The heavy saline water brought in by MBIs slowly advances along the seabed of the Baltic Proper at a pace of a few kilometers per day, displacing the deep water from one basin to another. Although some oxygen is transported from the North Sea to the Baltic Sea, only a small portion of the oxygen responsible for renewing the deep basins originates from the Baltic Sea entrance area. In the southwestern basins of the Baltic Sea (Arkona sea, Bornholm basin), there is already oxygen present in the water column, and the role of the saltwater pulse is to entrain and direct it towards the deep basins of the sea.

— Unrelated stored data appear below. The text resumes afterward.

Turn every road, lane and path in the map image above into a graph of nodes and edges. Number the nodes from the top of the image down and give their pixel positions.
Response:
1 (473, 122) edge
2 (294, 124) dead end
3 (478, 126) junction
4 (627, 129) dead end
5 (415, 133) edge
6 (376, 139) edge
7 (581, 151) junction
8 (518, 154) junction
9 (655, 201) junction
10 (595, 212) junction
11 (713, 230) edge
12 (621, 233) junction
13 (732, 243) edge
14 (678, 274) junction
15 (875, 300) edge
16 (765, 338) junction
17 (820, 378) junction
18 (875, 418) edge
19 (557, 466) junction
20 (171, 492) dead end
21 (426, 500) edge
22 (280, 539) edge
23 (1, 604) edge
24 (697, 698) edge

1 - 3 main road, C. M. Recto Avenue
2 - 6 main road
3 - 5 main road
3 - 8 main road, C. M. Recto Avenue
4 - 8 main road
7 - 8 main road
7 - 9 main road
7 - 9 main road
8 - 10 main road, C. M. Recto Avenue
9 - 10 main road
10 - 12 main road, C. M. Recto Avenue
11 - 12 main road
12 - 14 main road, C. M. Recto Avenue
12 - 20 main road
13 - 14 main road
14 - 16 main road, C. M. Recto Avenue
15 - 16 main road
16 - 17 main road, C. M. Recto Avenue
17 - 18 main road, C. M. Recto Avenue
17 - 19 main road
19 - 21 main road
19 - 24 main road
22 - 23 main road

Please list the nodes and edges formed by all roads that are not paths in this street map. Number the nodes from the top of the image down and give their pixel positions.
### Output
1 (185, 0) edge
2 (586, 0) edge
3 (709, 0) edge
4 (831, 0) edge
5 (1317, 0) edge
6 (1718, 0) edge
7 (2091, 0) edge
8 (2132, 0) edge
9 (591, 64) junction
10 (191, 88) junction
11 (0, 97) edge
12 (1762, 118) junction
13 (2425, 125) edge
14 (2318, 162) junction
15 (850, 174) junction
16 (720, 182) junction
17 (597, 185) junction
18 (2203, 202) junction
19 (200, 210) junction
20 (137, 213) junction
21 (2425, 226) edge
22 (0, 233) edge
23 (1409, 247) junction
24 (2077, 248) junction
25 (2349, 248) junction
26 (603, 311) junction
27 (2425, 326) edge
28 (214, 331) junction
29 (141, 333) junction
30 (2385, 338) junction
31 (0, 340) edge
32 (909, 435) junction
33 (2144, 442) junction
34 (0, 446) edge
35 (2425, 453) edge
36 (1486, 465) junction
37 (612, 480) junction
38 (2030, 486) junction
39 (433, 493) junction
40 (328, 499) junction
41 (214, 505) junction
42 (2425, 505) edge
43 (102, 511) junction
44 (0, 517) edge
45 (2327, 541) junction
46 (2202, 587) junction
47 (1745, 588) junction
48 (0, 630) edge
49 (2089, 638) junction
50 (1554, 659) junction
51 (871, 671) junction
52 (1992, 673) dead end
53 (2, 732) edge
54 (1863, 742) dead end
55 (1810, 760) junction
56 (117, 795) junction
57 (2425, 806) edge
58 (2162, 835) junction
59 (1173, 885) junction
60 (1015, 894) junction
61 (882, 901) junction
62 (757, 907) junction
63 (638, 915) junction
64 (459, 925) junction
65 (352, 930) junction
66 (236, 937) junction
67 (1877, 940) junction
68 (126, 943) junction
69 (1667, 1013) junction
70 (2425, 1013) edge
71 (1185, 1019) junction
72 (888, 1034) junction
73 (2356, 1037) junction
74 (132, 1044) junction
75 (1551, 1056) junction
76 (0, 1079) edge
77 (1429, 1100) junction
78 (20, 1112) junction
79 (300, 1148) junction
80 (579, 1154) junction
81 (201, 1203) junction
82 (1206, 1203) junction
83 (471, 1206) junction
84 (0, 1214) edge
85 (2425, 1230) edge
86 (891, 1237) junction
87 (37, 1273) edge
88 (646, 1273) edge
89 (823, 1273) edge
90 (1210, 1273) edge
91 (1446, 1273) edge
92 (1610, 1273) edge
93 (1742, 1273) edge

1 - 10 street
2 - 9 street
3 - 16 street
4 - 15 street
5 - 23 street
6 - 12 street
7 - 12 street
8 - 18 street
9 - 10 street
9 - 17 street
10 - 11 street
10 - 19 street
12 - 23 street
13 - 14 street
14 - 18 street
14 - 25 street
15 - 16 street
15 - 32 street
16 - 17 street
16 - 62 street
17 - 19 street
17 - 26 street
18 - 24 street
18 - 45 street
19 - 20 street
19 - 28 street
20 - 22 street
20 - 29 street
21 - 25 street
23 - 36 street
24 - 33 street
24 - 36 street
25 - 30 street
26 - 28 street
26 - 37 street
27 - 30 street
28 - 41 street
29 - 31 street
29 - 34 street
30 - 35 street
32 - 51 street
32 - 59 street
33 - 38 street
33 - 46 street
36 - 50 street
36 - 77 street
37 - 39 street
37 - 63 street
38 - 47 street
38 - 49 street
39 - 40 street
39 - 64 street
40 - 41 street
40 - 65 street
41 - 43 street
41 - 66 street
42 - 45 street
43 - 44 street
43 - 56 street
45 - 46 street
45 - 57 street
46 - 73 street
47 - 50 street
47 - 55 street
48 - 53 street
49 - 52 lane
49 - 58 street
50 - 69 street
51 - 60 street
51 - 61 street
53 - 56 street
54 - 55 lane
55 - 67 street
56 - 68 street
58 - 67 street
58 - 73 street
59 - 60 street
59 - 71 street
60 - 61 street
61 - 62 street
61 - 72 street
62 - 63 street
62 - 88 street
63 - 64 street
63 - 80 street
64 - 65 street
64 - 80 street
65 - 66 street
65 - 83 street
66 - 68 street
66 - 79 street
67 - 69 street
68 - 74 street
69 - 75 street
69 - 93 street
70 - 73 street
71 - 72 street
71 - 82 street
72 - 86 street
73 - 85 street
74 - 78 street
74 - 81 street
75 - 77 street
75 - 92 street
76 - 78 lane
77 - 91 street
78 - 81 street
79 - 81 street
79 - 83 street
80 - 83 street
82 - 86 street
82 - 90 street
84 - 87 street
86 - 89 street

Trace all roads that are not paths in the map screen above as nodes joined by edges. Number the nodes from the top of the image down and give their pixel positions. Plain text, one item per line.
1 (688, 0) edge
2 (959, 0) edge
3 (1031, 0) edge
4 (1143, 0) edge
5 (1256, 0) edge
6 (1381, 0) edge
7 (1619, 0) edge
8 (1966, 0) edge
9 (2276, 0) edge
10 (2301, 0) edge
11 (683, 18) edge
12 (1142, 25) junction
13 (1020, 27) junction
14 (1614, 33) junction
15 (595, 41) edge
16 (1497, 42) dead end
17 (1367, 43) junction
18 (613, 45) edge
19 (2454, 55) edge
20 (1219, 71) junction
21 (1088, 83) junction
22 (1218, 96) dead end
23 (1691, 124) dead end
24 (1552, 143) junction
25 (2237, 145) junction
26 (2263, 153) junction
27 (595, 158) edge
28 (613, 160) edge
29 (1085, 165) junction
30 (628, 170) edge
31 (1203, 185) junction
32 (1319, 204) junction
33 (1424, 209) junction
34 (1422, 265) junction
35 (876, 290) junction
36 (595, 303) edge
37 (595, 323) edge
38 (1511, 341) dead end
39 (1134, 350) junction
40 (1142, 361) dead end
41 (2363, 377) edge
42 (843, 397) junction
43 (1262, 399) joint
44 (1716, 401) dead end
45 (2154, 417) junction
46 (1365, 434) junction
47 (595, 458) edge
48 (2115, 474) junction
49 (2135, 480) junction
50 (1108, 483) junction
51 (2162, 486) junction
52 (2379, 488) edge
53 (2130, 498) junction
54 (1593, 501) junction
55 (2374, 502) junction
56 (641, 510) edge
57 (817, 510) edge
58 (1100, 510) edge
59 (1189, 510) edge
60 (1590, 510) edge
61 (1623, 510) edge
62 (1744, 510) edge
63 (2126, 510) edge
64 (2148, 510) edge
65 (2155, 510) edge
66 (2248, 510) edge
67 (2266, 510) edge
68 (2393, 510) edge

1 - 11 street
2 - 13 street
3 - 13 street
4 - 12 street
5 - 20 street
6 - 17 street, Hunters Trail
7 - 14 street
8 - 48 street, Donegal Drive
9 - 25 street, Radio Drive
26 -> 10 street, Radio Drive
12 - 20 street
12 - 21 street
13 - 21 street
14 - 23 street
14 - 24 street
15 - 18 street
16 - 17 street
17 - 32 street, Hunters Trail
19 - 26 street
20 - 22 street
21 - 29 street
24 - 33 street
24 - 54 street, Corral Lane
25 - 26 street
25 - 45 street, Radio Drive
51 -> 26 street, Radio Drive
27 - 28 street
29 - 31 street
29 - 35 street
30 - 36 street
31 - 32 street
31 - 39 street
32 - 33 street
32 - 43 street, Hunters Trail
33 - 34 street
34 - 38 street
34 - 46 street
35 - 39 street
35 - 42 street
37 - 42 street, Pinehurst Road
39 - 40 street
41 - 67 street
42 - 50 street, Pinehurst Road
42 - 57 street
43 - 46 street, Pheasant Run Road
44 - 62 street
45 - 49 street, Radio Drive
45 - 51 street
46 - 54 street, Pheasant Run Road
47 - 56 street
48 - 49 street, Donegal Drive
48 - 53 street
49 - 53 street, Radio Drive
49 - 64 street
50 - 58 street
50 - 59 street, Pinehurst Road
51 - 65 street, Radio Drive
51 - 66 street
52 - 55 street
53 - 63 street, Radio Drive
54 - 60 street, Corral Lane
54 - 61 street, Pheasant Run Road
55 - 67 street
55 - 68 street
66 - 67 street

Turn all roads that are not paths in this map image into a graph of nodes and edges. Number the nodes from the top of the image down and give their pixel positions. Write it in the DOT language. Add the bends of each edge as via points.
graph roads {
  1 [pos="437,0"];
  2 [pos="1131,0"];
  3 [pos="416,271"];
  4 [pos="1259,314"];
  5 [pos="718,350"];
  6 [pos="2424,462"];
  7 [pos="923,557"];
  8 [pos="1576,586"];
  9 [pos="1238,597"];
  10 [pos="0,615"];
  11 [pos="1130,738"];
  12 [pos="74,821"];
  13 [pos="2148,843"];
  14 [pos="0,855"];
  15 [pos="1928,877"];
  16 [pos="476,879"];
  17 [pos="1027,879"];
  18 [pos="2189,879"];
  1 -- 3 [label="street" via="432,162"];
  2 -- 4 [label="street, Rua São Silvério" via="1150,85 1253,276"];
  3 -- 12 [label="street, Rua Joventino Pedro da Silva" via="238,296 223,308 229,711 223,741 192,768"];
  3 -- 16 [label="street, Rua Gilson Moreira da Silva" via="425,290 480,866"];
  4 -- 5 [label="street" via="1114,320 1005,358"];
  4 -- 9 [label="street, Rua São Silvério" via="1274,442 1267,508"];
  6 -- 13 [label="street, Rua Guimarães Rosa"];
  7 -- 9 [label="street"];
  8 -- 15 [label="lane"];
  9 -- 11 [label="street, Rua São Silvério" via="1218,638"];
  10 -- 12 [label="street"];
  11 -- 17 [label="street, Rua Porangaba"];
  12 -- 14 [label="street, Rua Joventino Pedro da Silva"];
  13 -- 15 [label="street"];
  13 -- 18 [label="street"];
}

It has been observed that the oxygen supplied by saline inflows is consumed more rapidly in the Baltic Proper than before. In 1993, the oxygen replenishment was depleted in about 17 months, in 2003, it took approximately 13 months, and in 2015, it was exhausted in just six months.

The intense oxygen consumption in the Baltic Sea's seafloor is due to prolonged nutrient loading and the impacts of climate change. Although a single MBI can oxygenate both the deep water hydrogen sulfide and ammonia, multiple consecutive inflows would be required to raise the oxygen level to a satisfactory level. The so-called "oxygen debt" was estimated to be about 20 million tons in 2020. This is the amount of oxygen that should be transported to the Baltic Proper via saline inflows to raise its oxygen concentration to the 3 mL/L level observed after the MBI of 1993. With a single 200 km^{3} MBI, approximately 2 million tonnes of oxygen are transported.